This graph shows bone mass (total mass os skeletal calcium in grams) on the y-axis, and age (in years) on the x-axis. It shows peak bone mass for both men and women is about 30 years of age, with men reaching a higher peak bone mass than women. It then shows a steady decline in peak bone mass with age, starting about 40, with women losing bone mass more quickly than men, especially during menopause.

Figure 9.3. Age and bone mass. Bone density peaks at about 30 years of age, and women lose bone mass more rapidly than men, particularly around menopause.
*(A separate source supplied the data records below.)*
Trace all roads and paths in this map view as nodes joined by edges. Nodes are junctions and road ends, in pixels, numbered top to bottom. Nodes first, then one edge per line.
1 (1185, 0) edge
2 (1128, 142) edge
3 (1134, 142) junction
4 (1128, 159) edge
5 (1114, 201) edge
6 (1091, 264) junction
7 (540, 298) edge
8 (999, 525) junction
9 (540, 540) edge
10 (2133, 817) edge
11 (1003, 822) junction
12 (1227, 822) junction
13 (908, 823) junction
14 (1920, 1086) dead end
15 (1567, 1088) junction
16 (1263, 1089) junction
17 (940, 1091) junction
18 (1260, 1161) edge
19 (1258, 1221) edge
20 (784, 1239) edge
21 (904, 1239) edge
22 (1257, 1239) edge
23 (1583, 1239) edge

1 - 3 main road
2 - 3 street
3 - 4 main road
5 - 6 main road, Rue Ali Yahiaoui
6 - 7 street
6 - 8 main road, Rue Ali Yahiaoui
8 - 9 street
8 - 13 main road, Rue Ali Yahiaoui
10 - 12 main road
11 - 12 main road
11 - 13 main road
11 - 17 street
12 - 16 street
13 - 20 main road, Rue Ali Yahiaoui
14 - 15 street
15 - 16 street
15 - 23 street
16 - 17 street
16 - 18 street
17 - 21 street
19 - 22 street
Risk factors that can be controlled:

  • Physical inactivity- Physical inactivity lowers peak bone mass, decreases BMD at all ages, and is linked to an increase in fracture risk, especially in the elderly. Regular exercise can help individuals achieve greater peak bone mass, prevents bone loss for women and men age 30 and older, and maintains strength and balance to help prevent falls later in life. The best activities for stimulating new bone are weight-bearing exercise, such as walking, hiking, and dancing, and resistance exercises like weight lifting.
  • Nutrition- Ensuring adequate nutrition is a key component in maintaining bone health. Having low dietary intakes of calcium and vitamin D are strong risk factors for developing osteoporosis. Protein is also important during childhood and adolescence for proper bone development, and in older age to preserve bone mass.4
  • Smoking- Smoking cigarettes has long been known to correlate to a decrease in bone mass and an increased risk of osteoporosis and fractures. However, because people who smoke are more likely to be physically inactive and have poor diets, it is difficult to determine whether smoking itself causes osteoporosis. Smoking is also linked to earlier menopause, and therefore the increased risk of developing osteoporosis among female smokers may also be attributed, at least in part, to having reduced estrogen production at an earlier age. However, studies have also shown that tobacco smoke and nicotine can directly impact bone metabolism.5
  • Alcohol intake- Alcohol intake may also affect bone health, although this seems to depend on the amount consumed. Light to moderate alcohol intake (two drinks or less per day) has been shown in some studies to be associated with an increase in bone density and a decreased risk of developing osteoporosis. However, excessive alcohol intake is associated with decreased bone density and increased fracture risk, although this may be due in part to other lifestyle factors, such as poor diet and less physical activity.6
  • Being underweight- Being underweight significantly increases the risk of developing osteoporosis, because people who are underweight often have a smaller frame size and a lower peak bone mass. The most striking relationship between being underweight and bone health is seen in people with anorexia nervosa. Anorexia nervosa is strongly correlated with low peak bone mass, and more than 50 percent of men and women who have this illness develop osteoporosis, often very early in life.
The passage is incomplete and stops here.